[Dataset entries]
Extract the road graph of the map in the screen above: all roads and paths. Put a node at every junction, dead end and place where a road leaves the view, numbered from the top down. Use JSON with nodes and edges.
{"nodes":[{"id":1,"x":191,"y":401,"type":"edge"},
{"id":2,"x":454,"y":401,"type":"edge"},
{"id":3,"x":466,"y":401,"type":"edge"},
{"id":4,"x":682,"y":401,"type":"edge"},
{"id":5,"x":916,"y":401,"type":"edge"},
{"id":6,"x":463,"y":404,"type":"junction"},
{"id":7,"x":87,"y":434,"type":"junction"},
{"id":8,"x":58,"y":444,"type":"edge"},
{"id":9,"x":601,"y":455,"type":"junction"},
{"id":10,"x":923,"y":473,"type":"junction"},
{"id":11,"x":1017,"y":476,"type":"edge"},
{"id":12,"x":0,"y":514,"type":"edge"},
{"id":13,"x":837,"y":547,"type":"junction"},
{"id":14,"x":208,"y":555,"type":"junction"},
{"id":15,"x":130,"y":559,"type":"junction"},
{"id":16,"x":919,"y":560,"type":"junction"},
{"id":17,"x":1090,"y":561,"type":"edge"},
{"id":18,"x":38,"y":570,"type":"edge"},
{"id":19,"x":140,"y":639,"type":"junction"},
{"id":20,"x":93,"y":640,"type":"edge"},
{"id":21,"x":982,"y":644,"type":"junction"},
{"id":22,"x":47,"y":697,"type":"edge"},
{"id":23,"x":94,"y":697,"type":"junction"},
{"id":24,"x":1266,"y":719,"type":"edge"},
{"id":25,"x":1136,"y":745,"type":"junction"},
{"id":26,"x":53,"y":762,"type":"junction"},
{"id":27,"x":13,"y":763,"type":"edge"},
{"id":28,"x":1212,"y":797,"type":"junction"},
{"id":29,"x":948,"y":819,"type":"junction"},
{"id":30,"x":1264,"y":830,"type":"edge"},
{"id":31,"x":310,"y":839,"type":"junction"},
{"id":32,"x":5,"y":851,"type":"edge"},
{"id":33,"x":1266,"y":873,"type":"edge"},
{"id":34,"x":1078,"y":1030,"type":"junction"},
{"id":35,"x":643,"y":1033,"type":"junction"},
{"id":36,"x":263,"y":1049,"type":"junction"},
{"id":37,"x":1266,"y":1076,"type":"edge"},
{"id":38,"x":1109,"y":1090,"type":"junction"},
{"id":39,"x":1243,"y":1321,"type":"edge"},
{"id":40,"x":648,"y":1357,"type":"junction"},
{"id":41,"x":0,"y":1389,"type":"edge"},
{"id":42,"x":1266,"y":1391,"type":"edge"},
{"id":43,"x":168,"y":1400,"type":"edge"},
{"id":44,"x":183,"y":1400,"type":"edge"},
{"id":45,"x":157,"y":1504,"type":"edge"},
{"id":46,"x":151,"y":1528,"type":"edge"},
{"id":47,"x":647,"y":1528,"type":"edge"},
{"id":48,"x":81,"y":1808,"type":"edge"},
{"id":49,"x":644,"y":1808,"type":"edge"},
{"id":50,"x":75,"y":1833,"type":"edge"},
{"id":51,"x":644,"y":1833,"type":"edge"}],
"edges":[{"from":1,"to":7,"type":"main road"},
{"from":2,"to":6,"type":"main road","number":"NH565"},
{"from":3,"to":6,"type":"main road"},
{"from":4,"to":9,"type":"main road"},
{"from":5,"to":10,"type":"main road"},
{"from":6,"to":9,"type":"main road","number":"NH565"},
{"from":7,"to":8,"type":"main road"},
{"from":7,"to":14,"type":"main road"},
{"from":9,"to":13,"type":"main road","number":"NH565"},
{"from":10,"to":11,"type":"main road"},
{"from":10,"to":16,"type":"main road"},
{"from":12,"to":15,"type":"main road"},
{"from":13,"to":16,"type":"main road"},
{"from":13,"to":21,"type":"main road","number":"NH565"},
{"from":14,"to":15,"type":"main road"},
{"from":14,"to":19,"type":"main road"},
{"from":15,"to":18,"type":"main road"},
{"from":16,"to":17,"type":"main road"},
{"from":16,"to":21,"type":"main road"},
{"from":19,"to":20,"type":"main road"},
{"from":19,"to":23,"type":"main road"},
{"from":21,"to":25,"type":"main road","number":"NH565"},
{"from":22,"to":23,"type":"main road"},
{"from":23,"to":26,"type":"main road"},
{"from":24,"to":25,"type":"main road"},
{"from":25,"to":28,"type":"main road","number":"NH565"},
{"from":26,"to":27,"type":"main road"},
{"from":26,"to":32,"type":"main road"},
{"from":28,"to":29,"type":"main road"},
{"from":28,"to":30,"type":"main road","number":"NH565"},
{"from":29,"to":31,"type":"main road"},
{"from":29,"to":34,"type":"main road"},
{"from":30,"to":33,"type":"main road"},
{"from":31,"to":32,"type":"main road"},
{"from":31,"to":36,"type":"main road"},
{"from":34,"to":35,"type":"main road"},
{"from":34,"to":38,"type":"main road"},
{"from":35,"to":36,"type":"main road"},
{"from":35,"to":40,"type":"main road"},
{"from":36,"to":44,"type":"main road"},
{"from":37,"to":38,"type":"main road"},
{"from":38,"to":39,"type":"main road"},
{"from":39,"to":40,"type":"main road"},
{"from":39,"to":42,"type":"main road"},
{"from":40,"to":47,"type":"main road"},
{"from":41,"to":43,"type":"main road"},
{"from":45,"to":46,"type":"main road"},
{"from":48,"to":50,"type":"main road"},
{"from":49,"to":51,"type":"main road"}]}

- TASK GOAL
Preserving every character, copy the records above out again.

- WRITTEN ANSWER
Extract the road graph of the map in the screen above: all roads and paths. Put a node at every junction, dead end and place where a road leaves the view, numbered from the top down. Use JSON with nodes and edges.
{"nodes":[{"id":1,"x":191,"y":401,"type":"edge"},
{"id":2,"x":454,"y":401,"type":"edge"},
{"id":3,"x":466,"y":401,"type":"edge"},
{"id":4,"x":682,"y":401,"type":"edge"},
{"id":5,"x":916,"y":401,"type":"edge"},
{"id":6,"x":463,"y":404,"type":"junction"},
{"id":7,"x":87,"y":434,"type":"junction"},
{"id":8,"x":58,"y":444,"type":"edge"},
{"id":9,"x":601,"y":455,"type":"junction"},
{"id":10,"x":923,"y":473,"type":"junction"},
{"id":11,"x":1017,"y":476,"type":"edge"},
{"id":12,"x":0,"y":514,"type":"edge"},
{"id":13,"x":837,"y":547,"type":"junction"},
{"id":14,"x":208,"y":555,"type":"junction"},
{"id":15,"x":130,"y":559,"type":"junction"},
{"id":16,"x":919,"y":560,"type":"junction"},
{"id":17,"x":1090,"y":561,"type":"edge"},
{"id":18,"x":38,"y":570,"type":"edge"},
{"id":19,"x":140,"y":639,"type":"junction"},
{"id":20,"x":93,"y":640,"type":"edge"},
{"id":21,"x":982,"y":644,"type":"junction"},
{"id":22,"x":47,"y":697,"type":"edge"},
{"id":23,"x":94,"y":697,"type":"junction"},
{"id":24,"x":1266,"y":719,"type":"edge"},
{"id":25,"x":1136,"y":745,"type":"junction"},
{"id":26,"x":53,"y":762,"type":"junction"},
{"id":27,"x":13,"y":763,"type":"edge"},
{"id":28,"x":1212,"y":797,"type":"junction"},
{"id":29,"x":948,"y":819,"type":"junction"},
{"id":30,"x":1264,"y":830,"type":"edge"},
{"id":31,"x":310,"y":839,"type":"junction"},
{"id":32,"x":5,"y":851,"type":"edge"},
{"id":33,"x":1266,"y":873,"type":"edge"},
{"id":34,"x":1078,"y":1030,"type":"junction"},
{"id":35,"x":643,"y":1033,"type":"junction"},
{"id":36,"x":263,"y":1049,"type":"junction"},
{"id":37,"x":1266,"y":1076,"type":"edge"},
{"id":38,"x":1109,"y":1090,"type":"junction"},
{"id":39,"x":1243,"y":1321,"type":"edge"},
{"id":40,"x":648,"y":1357,"type":"junction"},
{"id":41,"x":0,"y":1389,"type":"edge"},
{"id":42,"x":1266,"y":1391,"type":"edge"},
{"id":43,"x":168,"y":1400,"type":"edge"},
{"id":44,"x":183,"y":1400,"type":"edge"},
{"id":45,"x":157,"y":1504,"type":"edge"},
{"id":46,"x":151,"y":1528,"type":"edge"},
{"id":47,"x":647,"y":1528,"type":"edge"},
{"id":48,"x":81,"y":1808,"type":"edge"},
{"id":49,"x":644,"y":1808,"type":"edge"},
{"id":50,"x":75,"y":1833,"type":"edge"},
{"id":51,"x":644,"y":1833,"type":"edge"}],
"edges":[{"from":1,"to":7,"type":"main road"},
{"from":2,"to":6,"type":"main road","number":"NH565"},
{"from":3,"to":6,"type":"main road"},
{"from":4,"to":9,"type":"main road"},
{"from":5,"to":10,"type":"main road"},
{"from":6,"to":9,"type":"main road","number":"NH565"},
{"from":7,"to":8,"type":"main road"},
{"from":7,"to":14,"type":"main road"},
{"from":9,"to":13,"type":"main road","number":"NH565"},
{"from":10,"to":11,"type":"main road"},
{"from":10,"to":16,"type":"main road"},
{"from":12,"to":15,"type":"main road"},
{"from":13,"to":16,"type":"main road"},
{"from":13,"to":21,"type":"main road","number":"NH565"},
{"from":14,"to":15,"type":"main road"},
{"from":14,"to":19,"type":"main road"},
{"from":15,"to":18,"type":"main road"},
{"from":16,"to":17,"type":"main road"},
{"from":16,"to":21,"type":"main road"},
{"from":19,"to":20,"type":"main road"},
{"from":19,"to":23,"type":"main road"},
{"from":21,"to":25,"type":"main road","number":"NH565"},
{"from":22,"to":23,"type":"main road"},
{"from":23,"to":26,"type":"main road"},
{"from":24,"to":25,"type":"main road"},
{"from":25,"to":28,"type":"main road","number":"NH565"},
{"from":26,"to":27,"type":"main road"},
{"from":26,"to":32,"type":"main road"},
{"from":28,"to":29,"type":"main road"},
{"from":28,"to":30,"type":"main road","number":"NH565"},
{"from":29,"to":31,"type":"main road"},
{"from":29,"to":34,"type":"main road"},
{"from":30,"to":33,"type":"main road"},
{"from":31,"to":32,"type":"main road"},
{"from":31,"to":36,"type":"main road"},
{"from":34,"to":35,"type":"main road"},
{"from":34,"to":38,"type":"main road"},
{"from":35,"to":36,"type":"main road"},
{"from":35,"to":40,"type":"main road"},
{"from":36,"to":44,"type":"main road"},
{"from":37,"to":38,"type":"main road"},
{"from":38,"to":39,"type":"main road"},
{"from":39,"to":40,"type":"main road"},
{"from":39,"to":42,"type":"main road"},
{"from":40,"to":47,"type":"main road"},
{"from":41,"to":43,"type":"main road"},
{"from":45,"to":46,"type":"main road"},
{"from":48,"to":50,"type":"main road"},
{"from":49,"to":51,"type":"main road"}]}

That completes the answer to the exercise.